I’m a new immigrant, want to try to invest money to 4 e-series funds:
TD Canadian Bond Index (TDB909)
TD Canadian Index (TDB900)
TD International Index (TDB911)
TD U.S. Index (TDB902)
I have USD on my CIBC account. Do I need to convert the money to CAD or is it OK to invest USD to TD US Index – e U$ (TDB952), not TDB902?
Thank you.
@Alex: Thanks for the comment. You cannot purchase the TD e-Series funds through CIBC. However, if you are investing with TD and you have US dollars, you could use the USD version of the US equity fund if you want to avoid converting the currency.
Thank you for replying. Is it better to withdraw cash at CIBC? And then open a Cash Account at TD Direct?
I’ve just tried to open an account online, but got this: “We require 3 years of address history to complete your application. Please enter your previous address details.” I entered my old (non-Canadian) address and got the following error: “The Online application is limited to Canadian & United States residents. Please visit our website at http://www.td.com to learn more about the products and services we offer for residents of other countries.”
Great article. One of the first times I’ve seen you outline the differences between “similar” indexes and how they can result in very different returns. I.E FTSE vs S&P
I’ve seen dramatic differences in emerging market indexes and made mistakes switching from one to another (to reduce fees) and unwittingly going from one low return to another while the other index rose. Perhaps obvious to most but a lesson learned for me…
Important to have a clear asset allocation strategy, stick to it long term, and even compare your own asset allocation to others to compare and understand why you are getting certain returns vs other portfolios.
Just wanted to say it was a good article.
Now that the model portfolio has switched to mix up iShares and the BMO bonds, I was wondering if you could comment on HOW to switch a large portfolio. I am currently tied up in VXC, VCN, and VAB. Do I sell it all and then buy the alternative in the same day? Do I not risk getting dinged on market fluctuations by doing so? Thank you very much for your time.
@CR: It almost certainly does not make sense to switch at all.
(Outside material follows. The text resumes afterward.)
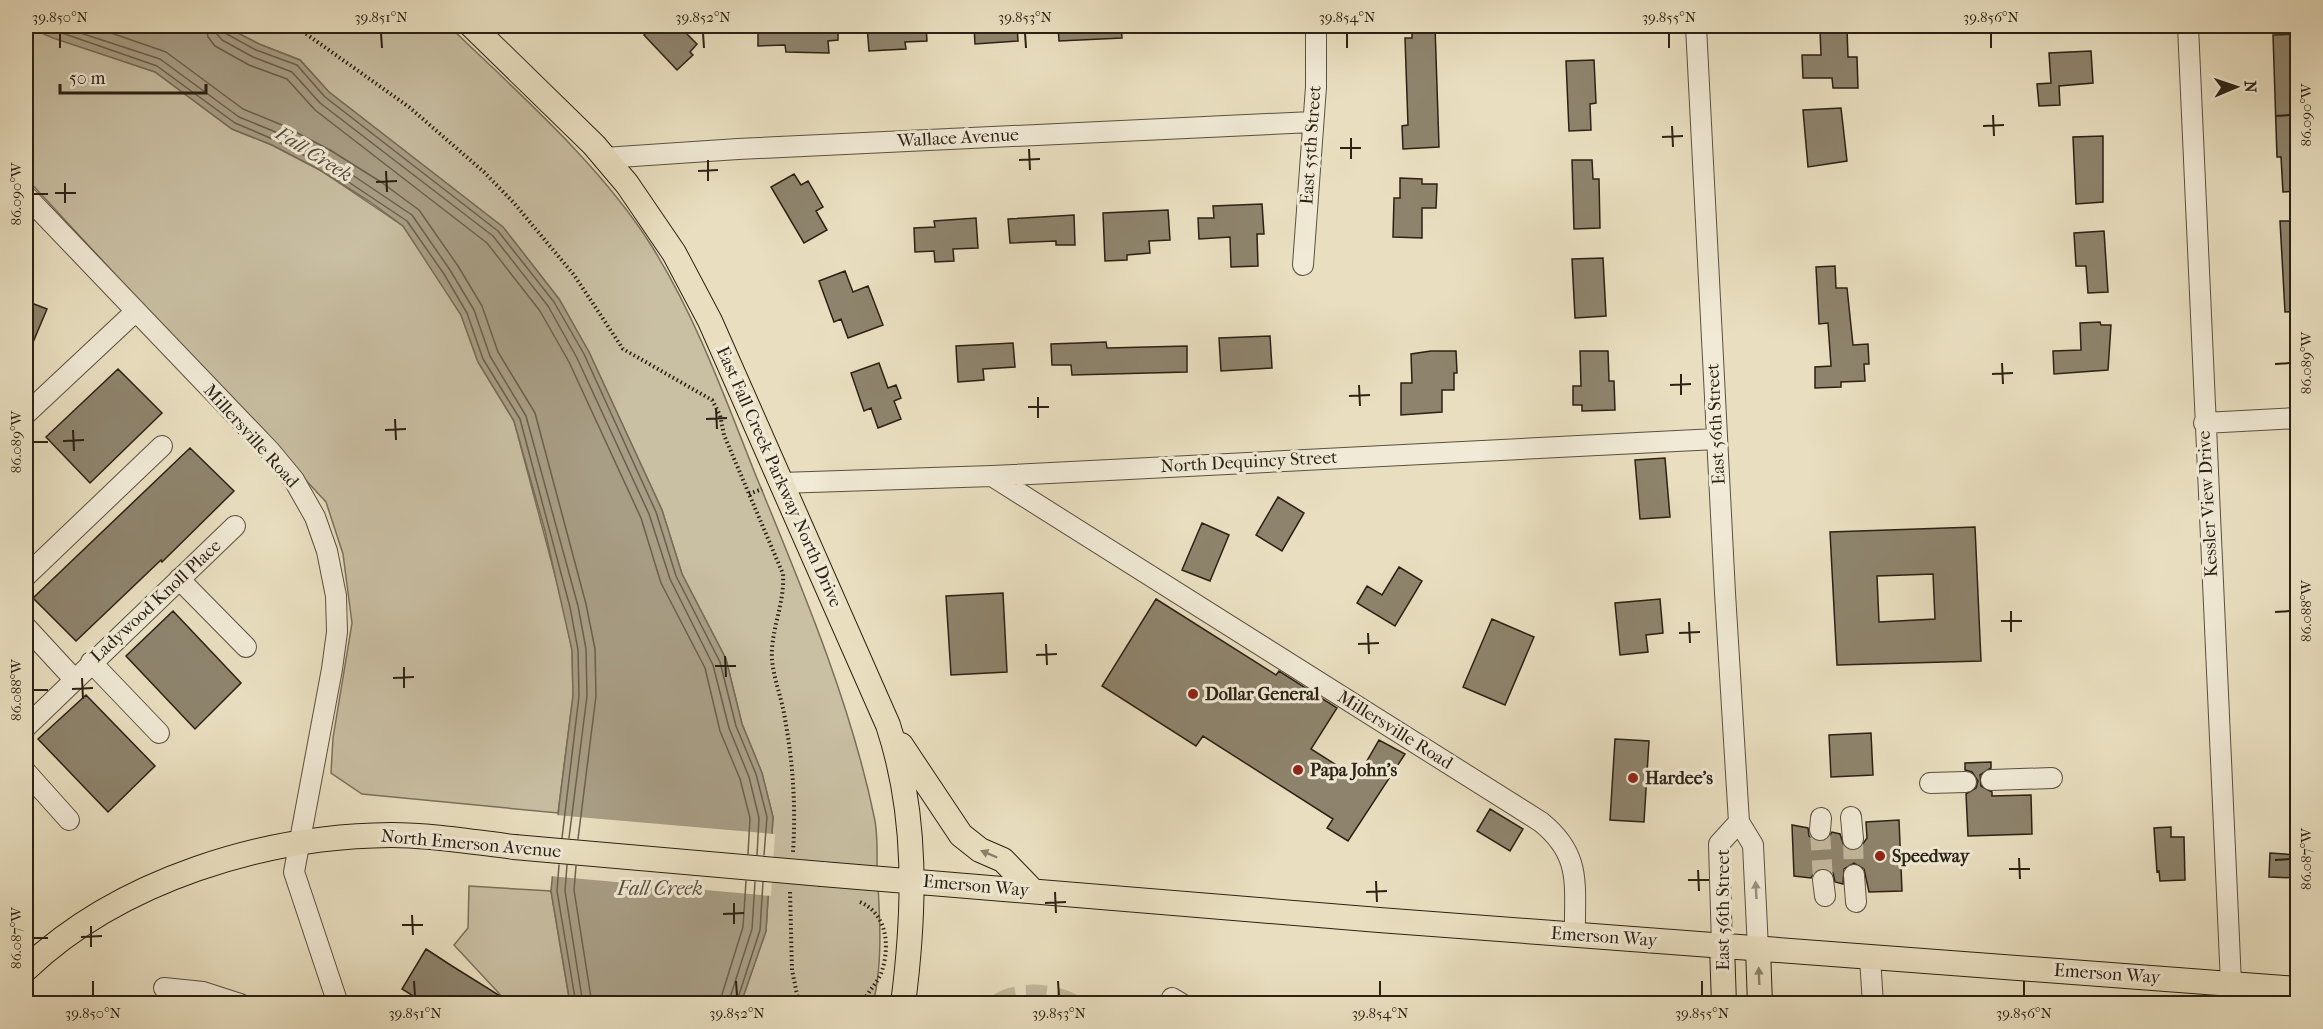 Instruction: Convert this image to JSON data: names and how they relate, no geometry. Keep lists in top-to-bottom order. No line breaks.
{"streets":{"main road":["East 56th Street","East Fall Creek Parkway North Drive","North Emerson Avenue","Emerson Way"],"street":["Wallace Avenue","East 55th Street","Millersville Road","North Dequincy Street","Kessler View Drive","Ladywood Knoll Place"]},"crossings":[["Wallace Avenue","East 55th Street"],["Wallace Avenue","East Fall Creek Parkway North Drive"],["East 56th Street","North Dequincy Street"],["East 56th Street","Emerson Way"],["Millersville Road","North Dequincy Street"],["Millersville Road","North Emerson Avenue"],["Millersville Road","Emerson Way"],["North Dequincy Street","East Fall Creek Parkway North Drive"],["East Fall Creek Parkway North Drive","North Emerson Avenue"],["East Fall Creek Parkway North Drive","Emerson Way"],["Kessler View Drive","Emerson Way"],["North Emerson Avenue","Emerson Way"]],"water":["Fall Creek"],"places":["Dollar General","Papa John's","Hardee's","Speedway"],"scale_bar":"50 m","north":"right","coordinates":["39.850°N","39.851°N","39.852°N","39.853°N","39.854°N","39.855°N","39.856°N","86.090°W","86.089°W","86.088°W","86.087°W"]}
Just looking for info. I do a lot of reading but get really overwhelmed with all the different options for stock, bonds, diversification, etc. I just really don’t know where to start, and how to set up. I currently have some with wealthsimple, doing well even considering fees, so I would like to continue . I have more and would like to invest as they come due all within the next year. I really like the ease of wealthsimple, and the fact they rebalance, I don’t have to continually be doing anything, which I really wouldn’t know exactly how and what to do anyway. I have had stocks, but in a employee savings plan, so never needed to do anything. I had opened a brokerage act, they had a training mode so you could buy and sell things and get a “pretend feel” for how it works, in regards to buying, selling, how they would have performed, well I bought 1 to try and lost. Besides that, I’ve had just Canadian bonds, GICs, treasury bills years ago when they did well, a few mutual funds years ago through my bank, but they just lost money. I would like to branch out, increase my knowledge, not lose my shirt, although I know the performance can go up and down, timeframe is 10+ years, and looking for mid risk range. Just not satisfied with anything I can get within my bank, in regards to return. I think I need an investment for dummies book, Canadian addition, although in general savings, and easy investing, where someone else etc. sales advisor helps you, I really good at, it’s just the do it yourself and know exactly what to do and how to do it, and what’s best is another thing. Thanks for any info, you all can share.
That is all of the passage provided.